About this exercise> List all the lines in these records that hold "than".

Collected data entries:
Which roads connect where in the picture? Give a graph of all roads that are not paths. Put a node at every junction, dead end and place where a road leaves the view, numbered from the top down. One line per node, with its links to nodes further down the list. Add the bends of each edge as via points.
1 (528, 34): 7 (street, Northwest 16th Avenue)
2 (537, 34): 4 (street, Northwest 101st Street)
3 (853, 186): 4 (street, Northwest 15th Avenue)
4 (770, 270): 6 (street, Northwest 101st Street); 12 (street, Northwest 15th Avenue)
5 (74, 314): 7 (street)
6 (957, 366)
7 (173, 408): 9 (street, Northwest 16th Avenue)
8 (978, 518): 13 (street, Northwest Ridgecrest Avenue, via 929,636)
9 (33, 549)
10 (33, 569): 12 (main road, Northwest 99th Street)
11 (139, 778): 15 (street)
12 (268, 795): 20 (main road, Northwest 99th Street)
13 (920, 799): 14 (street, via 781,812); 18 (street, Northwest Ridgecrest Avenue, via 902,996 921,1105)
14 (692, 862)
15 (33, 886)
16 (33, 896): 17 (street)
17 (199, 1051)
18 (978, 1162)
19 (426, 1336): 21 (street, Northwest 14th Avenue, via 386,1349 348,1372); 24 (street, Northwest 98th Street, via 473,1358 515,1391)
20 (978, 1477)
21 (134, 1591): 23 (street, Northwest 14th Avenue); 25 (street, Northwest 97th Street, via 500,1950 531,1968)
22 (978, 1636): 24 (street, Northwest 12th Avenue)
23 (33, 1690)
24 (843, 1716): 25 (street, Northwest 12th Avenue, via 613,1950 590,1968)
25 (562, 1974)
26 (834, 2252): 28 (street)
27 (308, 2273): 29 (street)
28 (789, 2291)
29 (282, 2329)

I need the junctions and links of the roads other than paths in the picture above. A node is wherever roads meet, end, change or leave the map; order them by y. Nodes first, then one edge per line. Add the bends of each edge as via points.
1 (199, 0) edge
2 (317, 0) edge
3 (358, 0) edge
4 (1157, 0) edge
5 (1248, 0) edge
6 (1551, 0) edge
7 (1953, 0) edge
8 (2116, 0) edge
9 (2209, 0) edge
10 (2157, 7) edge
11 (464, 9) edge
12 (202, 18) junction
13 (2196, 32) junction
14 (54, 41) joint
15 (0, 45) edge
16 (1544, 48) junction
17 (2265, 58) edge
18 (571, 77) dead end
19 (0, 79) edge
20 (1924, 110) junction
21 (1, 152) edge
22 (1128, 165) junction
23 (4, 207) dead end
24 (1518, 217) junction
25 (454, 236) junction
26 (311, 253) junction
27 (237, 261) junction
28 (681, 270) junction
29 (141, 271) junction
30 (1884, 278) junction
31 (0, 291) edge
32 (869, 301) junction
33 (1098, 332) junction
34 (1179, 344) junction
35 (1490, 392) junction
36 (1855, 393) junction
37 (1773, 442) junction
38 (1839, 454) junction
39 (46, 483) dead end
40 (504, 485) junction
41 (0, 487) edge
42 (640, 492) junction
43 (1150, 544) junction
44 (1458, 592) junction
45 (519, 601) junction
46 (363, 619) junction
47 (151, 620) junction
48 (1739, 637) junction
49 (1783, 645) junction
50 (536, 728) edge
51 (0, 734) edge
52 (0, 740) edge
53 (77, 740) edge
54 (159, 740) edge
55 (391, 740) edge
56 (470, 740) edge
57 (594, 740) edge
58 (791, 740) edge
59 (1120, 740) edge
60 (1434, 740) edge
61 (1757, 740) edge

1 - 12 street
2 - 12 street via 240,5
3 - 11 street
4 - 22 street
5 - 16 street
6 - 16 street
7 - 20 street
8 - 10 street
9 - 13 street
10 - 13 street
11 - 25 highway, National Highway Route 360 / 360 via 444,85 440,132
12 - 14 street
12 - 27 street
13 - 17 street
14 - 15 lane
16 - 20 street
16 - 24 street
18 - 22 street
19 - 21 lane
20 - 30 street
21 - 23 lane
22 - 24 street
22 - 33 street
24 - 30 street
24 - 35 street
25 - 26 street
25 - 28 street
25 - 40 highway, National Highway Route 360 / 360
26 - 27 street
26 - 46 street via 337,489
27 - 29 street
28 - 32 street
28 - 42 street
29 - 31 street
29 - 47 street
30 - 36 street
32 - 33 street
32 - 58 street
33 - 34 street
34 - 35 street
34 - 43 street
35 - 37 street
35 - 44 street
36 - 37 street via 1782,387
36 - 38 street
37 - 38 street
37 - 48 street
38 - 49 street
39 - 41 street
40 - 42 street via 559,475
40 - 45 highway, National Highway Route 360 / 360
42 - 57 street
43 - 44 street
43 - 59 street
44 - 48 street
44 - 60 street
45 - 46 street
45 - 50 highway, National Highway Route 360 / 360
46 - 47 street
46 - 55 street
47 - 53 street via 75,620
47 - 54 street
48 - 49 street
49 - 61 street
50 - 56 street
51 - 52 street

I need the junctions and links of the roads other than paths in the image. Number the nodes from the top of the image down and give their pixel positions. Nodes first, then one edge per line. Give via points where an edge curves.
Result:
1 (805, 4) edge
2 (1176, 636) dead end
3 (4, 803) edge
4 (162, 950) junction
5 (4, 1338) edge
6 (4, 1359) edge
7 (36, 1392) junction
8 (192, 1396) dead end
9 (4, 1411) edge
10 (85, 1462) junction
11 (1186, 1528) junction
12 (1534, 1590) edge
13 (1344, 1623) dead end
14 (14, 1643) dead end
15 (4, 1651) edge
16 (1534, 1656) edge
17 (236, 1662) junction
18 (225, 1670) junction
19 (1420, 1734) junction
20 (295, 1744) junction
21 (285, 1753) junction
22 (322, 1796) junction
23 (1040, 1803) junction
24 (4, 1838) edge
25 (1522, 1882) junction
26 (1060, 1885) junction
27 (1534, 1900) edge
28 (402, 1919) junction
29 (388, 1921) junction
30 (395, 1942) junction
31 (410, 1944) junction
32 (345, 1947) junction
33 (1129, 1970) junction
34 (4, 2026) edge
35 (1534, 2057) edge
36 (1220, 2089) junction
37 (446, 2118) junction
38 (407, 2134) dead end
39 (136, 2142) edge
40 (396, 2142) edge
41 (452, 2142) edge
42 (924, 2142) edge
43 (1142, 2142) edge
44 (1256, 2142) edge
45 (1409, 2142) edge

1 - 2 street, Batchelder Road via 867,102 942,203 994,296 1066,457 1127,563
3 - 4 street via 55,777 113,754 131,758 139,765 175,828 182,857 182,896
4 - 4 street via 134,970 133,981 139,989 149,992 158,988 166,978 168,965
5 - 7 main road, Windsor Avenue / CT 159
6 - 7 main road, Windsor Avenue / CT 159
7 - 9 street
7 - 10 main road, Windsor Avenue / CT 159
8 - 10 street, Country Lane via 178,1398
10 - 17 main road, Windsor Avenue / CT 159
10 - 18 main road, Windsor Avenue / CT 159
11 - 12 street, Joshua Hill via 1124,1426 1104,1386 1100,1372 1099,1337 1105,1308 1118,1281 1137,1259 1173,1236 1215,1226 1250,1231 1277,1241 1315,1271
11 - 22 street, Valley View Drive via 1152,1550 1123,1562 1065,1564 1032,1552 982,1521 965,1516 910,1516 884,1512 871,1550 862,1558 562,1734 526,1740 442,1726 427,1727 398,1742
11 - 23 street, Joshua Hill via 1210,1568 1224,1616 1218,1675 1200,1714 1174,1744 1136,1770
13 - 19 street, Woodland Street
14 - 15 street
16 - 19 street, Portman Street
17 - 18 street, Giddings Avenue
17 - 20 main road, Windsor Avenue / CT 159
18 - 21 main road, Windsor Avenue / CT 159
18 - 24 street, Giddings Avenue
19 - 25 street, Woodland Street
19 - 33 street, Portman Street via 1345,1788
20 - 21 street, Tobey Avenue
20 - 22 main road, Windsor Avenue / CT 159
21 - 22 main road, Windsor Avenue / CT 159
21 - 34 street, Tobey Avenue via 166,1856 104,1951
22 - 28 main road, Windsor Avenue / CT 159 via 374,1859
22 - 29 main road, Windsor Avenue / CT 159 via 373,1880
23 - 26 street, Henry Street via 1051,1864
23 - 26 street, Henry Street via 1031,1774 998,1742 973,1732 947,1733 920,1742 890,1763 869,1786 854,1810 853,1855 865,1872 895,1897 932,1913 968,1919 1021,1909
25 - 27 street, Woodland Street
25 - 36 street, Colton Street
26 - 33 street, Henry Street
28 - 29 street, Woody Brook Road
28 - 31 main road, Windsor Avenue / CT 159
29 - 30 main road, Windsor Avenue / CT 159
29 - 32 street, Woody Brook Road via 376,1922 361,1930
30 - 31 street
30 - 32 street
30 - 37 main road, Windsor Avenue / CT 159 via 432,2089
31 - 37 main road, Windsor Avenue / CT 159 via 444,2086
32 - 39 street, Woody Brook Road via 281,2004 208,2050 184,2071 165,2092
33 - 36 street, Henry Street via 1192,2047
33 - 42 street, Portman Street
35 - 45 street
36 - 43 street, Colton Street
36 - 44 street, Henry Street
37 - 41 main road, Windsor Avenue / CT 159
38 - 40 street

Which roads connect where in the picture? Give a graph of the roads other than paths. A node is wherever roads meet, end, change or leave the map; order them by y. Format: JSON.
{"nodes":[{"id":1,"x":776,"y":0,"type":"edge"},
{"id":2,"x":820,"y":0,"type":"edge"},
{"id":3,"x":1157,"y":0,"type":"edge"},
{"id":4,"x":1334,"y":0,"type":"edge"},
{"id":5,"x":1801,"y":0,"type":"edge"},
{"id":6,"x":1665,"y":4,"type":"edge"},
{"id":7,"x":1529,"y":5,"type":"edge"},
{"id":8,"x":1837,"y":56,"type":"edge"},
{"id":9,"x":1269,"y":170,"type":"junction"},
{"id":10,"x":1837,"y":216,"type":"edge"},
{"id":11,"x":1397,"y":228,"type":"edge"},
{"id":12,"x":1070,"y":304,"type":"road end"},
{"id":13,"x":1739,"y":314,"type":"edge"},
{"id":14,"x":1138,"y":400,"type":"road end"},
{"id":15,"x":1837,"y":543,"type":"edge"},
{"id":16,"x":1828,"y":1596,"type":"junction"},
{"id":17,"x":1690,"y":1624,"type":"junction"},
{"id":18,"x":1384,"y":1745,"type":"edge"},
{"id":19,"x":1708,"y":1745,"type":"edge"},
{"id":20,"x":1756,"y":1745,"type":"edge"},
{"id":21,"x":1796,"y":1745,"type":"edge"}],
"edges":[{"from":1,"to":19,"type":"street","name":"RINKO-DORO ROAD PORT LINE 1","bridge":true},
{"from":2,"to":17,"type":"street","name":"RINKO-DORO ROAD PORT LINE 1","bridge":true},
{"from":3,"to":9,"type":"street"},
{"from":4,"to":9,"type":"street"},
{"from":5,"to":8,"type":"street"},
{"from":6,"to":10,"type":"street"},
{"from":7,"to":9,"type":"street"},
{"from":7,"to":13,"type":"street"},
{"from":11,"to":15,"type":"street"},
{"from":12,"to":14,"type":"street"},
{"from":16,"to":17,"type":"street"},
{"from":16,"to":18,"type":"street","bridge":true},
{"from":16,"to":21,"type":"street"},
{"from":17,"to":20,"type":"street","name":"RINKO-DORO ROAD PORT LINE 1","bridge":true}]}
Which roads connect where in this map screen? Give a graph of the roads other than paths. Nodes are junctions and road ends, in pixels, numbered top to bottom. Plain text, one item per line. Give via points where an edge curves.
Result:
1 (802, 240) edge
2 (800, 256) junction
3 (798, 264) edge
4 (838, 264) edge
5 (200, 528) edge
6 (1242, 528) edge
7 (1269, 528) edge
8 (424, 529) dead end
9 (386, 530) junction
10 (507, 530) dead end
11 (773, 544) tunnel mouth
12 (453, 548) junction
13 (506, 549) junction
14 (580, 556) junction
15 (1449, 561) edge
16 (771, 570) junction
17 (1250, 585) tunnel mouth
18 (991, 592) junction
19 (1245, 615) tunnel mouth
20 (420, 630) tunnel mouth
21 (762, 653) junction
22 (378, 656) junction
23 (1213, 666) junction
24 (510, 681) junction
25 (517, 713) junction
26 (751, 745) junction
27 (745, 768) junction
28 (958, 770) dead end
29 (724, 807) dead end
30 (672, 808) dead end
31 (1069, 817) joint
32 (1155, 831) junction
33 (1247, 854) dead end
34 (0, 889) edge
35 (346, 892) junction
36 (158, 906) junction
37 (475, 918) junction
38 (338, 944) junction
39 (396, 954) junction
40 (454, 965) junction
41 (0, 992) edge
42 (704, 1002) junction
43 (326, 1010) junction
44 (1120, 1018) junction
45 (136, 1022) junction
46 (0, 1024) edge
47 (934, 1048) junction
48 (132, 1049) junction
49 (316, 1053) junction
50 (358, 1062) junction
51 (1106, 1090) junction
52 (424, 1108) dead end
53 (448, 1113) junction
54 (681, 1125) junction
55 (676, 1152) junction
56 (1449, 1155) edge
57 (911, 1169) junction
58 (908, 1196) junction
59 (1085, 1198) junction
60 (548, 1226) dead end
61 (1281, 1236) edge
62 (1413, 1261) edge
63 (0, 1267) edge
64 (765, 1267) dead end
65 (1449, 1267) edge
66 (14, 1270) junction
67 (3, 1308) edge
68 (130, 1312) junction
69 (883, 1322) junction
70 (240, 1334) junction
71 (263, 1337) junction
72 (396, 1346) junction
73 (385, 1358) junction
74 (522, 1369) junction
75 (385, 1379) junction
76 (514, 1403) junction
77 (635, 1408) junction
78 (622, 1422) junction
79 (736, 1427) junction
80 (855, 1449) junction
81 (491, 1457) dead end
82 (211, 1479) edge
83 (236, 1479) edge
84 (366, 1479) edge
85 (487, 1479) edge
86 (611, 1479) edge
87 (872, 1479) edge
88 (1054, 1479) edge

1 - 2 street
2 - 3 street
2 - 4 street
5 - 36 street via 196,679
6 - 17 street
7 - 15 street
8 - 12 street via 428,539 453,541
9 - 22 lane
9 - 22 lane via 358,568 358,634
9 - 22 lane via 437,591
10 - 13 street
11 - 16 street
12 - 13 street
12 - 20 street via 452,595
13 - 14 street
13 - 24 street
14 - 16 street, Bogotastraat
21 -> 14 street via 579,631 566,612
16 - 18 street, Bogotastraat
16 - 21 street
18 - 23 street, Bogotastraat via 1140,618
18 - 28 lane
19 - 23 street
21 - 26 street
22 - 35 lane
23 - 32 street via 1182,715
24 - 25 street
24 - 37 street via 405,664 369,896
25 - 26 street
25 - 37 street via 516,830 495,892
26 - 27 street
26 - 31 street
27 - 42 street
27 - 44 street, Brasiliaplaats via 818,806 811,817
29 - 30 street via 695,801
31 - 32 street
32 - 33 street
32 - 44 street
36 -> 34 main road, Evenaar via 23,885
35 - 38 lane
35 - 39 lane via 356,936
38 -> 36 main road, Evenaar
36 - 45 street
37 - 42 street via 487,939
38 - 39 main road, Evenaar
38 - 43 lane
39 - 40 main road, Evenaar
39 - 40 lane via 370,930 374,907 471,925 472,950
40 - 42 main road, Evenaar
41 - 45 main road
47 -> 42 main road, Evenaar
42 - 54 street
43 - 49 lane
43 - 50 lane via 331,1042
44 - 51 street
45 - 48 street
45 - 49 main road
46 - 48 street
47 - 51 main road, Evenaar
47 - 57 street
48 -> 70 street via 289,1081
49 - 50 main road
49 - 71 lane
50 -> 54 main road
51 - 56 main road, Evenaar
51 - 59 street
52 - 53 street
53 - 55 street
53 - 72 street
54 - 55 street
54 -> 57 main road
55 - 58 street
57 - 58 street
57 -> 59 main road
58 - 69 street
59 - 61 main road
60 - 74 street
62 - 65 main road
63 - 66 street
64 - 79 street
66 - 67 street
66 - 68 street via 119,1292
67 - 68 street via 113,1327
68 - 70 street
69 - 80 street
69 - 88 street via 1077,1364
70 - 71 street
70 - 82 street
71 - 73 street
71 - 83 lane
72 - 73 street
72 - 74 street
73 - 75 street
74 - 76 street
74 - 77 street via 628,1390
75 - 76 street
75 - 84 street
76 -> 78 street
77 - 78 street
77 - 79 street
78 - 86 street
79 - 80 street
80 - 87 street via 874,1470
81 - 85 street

Answer space>
I need the junctions and links of the roads other than paths in the picture above. A node is wherever roads meet, end, change or leave the map; order them by y. Nodes first, then one edge per line. Add the bends of each edge as via points.
I need the junctions and links of the roads other than paths in the image. Number the nodes from the top of the image down and give their pixel positions. Nodes first, then one edge per line. Give via points where an edge curves.
Which roads connect where in the picture? Give a graph of the roads other than paths. A node is wherever roads meet, end, change or leave the map; order them by y. Format: JSON.
Which roads connect where in this map screen? Give a graph of the roads other than paths. Nodes are junctions and road ends, in pixels, numbered top to bottom. Plain text, one item per line. Give via points where an edge curves.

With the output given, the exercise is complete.